Displayed in the form of models, without any preference to those that came to fruition, it is incredible how many of these works became art of the public conscience, even among those that were never actually mounted in this most public of public spaces
Covering a period where British art has been both at its profound, conscience-pricking best as well as its overblownl, self-indulgent worst, this show includes works by international and homegrown artists such as Mark Wallinger, Bob & Roberta Smith, Yinka Shonibare and most recently Elmgreen & Dragset. The early commissions (which were overseen by the RSA, before the job passed to a committee at the Mayor of London’s office) include one of the finest – Rachel Whiteread’s Monument (2001), a simple copy of the Plinth itself, inverted and placed on top. Though this piece did recall a rather austere mausoleum, mostly it just asked you to consider what was already there. It remains a pure, revelatory, and at least physically subversive work, firmly at the formalist end of a spectrum that runs through traditional figuration and surreal humour.
Perhaps unsurprisingly, given the volatile first decade of the new millennium, a majority of the installations make an overt and sometimes cloying comment against war and military aggression. This stands in deliberate contextual dialogue with the Plinth’s setting, in the shadow of Nelson and other military leaders. Simplistic as these contributions may be – thinking perhaps of Sokari Douglas-Camp’s figurative No-o-war-r, No-o-o-war-r!, for example – they are a reminder that the plinth genuinely has become part of the national discourse. The most baldly realised illustration of how the Fourth Plinth has caught public imagination is of course Anthony Gormley’s One and Other, which invited people to climb atop the plinth and make what they wanted of their 60 minutes of fame. Gormley’s work stands in stark contrast with some of the more commercial uses of the plinth, such as a home for Channel 4’s spinning logo.
Within the unrealised proposals, there are some surprising moments of recognition and poignancy; personally Tracey Emin’s meerkats topped the lot and raised a smile to boot. Entitled ‘Something for the Future’, the four familiar figures reference a well-known – or well advertised – insurance comparison website, making ridiculous the inflated faith we put in removed, abstract decisions on financial security. Yes, ok, it’s a British joke (but what’s wrong with that? All the guys on the other three plinths are too. British, that is).

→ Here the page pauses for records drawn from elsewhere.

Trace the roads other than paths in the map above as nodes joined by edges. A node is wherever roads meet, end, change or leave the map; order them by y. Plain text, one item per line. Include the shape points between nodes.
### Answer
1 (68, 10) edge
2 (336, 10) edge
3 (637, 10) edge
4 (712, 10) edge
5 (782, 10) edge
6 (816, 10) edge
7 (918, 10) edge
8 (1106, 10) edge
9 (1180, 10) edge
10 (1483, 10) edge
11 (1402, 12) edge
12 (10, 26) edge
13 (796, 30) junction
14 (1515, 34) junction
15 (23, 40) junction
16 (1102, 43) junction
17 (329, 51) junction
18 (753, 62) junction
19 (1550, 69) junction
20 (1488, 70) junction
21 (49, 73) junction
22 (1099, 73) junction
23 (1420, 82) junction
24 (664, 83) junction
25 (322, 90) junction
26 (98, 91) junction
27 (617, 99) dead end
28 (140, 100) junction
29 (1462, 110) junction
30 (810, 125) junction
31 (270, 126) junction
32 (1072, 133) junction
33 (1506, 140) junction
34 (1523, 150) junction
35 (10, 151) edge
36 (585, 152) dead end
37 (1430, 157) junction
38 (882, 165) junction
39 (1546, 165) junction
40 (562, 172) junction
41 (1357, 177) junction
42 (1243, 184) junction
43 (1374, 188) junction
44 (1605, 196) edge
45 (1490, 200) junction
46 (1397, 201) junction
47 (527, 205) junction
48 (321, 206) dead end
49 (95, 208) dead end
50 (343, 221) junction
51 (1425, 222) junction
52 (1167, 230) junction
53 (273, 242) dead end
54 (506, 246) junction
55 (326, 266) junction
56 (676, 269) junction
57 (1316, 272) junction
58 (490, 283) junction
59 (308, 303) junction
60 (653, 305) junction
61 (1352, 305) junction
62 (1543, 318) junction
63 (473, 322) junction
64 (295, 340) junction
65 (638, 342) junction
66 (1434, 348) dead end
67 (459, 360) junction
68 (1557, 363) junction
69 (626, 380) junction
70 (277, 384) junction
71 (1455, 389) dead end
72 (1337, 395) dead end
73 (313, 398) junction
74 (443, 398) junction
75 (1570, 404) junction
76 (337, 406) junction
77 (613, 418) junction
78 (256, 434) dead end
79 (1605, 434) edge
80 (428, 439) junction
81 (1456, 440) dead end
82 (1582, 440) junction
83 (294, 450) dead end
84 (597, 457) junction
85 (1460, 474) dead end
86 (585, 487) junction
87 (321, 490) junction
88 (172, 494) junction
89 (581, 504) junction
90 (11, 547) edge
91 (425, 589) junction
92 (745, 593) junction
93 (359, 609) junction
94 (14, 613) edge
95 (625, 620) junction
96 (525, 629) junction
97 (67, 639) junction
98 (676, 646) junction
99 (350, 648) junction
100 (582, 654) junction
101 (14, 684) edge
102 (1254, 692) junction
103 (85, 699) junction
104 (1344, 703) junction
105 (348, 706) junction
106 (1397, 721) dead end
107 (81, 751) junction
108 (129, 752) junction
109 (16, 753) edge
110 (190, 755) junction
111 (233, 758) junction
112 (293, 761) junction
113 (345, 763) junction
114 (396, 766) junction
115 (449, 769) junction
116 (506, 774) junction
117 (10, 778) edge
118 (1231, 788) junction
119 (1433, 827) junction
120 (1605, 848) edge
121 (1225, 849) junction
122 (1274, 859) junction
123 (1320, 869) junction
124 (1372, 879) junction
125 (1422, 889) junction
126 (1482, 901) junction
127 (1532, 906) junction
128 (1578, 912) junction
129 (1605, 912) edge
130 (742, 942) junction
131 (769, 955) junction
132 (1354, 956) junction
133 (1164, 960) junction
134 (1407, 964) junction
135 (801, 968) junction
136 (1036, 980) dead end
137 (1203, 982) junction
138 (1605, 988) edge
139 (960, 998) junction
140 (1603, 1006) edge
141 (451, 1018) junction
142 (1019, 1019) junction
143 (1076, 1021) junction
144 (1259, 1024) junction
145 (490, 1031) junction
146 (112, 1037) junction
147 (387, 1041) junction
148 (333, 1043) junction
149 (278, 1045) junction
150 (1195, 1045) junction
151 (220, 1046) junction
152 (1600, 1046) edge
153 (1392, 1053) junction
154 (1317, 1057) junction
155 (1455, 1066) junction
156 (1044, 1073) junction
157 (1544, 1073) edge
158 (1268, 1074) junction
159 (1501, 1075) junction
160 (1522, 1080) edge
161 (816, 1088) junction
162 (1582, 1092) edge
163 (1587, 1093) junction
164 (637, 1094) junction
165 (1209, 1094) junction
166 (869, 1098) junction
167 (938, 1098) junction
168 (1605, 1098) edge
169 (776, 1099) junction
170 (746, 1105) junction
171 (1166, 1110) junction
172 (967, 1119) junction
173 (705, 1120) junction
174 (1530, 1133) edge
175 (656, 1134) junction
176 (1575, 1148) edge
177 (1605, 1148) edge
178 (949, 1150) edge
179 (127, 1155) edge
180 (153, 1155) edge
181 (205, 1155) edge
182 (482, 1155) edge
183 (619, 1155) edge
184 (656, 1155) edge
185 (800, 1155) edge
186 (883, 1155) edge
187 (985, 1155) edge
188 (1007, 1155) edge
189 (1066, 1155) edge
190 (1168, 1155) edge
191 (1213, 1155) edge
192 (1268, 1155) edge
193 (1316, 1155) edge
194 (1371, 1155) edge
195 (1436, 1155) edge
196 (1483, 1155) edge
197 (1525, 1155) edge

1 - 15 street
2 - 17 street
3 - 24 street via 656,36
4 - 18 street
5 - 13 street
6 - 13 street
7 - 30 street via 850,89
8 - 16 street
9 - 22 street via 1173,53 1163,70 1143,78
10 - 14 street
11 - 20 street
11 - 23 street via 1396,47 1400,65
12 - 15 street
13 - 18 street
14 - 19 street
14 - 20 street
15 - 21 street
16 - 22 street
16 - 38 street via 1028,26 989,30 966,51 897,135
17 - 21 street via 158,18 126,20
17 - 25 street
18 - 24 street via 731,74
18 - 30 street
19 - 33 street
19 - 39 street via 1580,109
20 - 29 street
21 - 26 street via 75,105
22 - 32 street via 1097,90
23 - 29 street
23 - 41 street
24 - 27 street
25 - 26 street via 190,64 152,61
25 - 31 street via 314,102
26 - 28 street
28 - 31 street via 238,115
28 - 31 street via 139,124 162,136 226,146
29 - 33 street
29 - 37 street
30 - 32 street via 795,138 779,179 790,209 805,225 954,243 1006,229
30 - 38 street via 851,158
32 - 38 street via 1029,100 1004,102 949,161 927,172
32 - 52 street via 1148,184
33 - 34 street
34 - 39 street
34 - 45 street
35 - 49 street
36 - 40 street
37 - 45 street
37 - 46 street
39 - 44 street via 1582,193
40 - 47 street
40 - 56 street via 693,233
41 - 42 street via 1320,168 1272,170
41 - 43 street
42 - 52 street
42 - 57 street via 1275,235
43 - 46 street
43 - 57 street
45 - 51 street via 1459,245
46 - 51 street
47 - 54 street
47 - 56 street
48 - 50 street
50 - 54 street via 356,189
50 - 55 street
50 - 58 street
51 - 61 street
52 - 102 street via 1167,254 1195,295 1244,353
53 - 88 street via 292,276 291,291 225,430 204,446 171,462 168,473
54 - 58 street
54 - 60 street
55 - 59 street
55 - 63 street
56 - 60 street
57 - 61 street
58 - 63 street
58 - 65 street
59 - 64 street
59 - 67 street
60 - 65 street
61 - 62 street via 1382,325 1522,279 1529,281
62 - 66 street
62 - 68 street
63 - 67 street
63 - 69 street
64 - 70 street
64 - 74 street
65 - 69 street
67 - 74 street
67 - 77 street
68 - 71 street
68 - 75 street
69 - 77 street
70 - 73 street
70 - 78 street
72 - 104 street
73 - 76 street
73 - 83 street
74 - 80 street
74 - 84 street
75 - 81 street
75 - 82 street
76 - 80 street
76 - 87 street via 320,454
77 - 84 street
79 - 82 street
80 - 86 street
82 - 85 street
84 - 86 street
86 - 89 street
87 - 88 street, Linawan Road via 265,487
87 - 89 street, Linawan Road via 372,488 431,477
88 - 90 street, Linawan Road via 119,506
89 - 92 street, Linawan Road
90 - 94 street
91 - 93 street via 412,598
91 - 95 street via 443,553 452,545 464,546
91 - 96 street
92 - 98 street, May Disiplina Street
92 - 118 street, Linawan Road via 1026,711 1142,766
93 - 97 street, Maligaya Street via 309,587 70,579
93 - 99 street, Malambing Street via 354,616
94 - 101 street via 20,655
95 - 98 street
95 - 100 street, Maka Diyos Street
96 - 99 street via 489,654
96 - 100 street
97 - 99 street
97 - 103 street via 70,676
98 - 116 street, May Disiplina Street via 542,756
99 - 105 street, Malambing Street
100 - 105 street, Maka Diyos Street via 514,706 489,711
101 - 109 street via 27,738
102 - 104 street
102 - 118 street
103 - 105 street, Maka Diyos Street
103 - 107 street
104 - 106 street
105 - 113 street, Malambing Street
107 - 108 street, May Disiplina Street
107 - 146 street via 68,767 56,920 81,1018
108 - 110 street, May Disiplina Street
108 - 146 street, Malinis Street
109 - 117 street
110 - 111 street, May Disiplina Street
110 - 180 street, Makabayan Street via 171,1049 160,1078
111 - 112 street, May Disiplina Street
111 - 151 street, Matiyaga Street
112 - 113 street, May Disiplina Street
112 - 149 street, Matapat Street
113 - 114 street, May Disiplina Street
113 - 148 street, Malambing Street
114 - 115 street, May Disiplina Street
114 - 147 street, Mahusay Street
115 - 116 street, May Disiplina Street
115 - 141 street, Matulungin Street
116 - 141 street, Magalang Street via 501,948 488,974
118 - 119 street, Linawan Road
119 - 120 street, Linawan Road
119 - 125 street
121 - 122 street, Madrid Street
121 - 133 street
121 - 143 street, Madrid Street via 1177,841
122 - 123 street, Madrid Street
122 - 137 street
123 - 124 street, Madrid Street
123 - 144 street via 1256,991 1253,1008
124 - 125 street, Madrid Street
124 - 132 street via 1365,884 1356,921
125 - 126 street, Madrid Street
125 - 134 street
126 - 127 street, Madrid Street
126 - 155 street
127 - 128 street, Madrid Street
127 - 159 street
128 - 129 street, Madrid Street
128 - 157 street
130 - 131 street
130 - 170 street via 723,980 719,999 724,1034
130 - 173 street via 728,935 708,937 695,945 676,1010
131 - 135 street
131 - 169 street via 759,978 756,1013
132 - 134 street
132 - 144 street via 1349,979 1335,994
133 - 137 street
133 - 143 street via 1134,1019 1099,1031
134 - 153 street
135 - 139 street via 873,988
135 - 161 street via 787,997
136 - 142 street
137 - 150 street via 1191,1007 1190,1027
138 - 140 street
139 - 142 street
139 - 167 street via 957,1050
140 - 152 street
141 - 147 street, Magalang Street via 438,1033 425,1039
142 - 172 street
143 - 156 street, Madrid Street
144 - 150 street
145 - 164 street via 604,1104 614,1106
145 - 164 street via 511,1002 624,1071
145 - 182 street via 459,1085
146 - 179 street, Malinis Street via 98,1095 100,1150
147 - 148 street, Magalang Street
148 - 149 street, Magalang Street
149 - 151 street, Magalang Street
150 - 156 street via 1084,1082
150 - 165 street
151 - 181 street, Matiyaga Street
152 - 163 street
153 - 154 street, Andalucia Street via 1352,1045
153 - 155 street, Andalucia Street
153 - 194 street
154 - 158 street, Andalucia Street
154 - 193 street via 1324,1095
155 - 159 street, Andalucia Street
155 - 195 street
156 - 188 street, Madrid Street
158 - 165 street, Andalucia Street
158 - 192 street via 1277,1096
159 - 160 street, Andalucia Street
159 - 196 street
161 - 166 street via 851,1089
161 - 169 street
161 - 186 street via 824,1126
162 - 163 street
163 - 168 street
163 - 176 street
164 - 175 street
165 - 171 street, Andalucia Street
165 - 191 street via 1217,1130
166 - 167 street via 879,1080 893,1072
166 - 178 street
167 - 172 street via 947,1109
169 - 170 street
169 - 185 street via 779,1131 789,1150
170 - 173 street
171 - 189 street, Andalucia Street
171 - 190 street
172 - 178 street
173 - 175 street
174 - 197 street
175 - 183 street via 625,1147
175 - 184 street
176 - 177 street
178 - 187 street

Since 1999, the Fourth Plinth project has been a measure of changing and often impassioned attitudes towards art, royalty, power and participation. Demonstrating this, at the centre of this exhibition, is an absorbing collage of contemporary newspaper reports that remind one of just how heated such debates could be. At heart though, the ever-changing artworks on the plinth represent a continual argument about public space: who is it for and what sort of activities or ornamentation should it accommodate. It is rumoured that ultimately the plinth will become home to a representation of our present monarch after she dies. It will be a true shame if that also brings an end to this most vigorous national debate.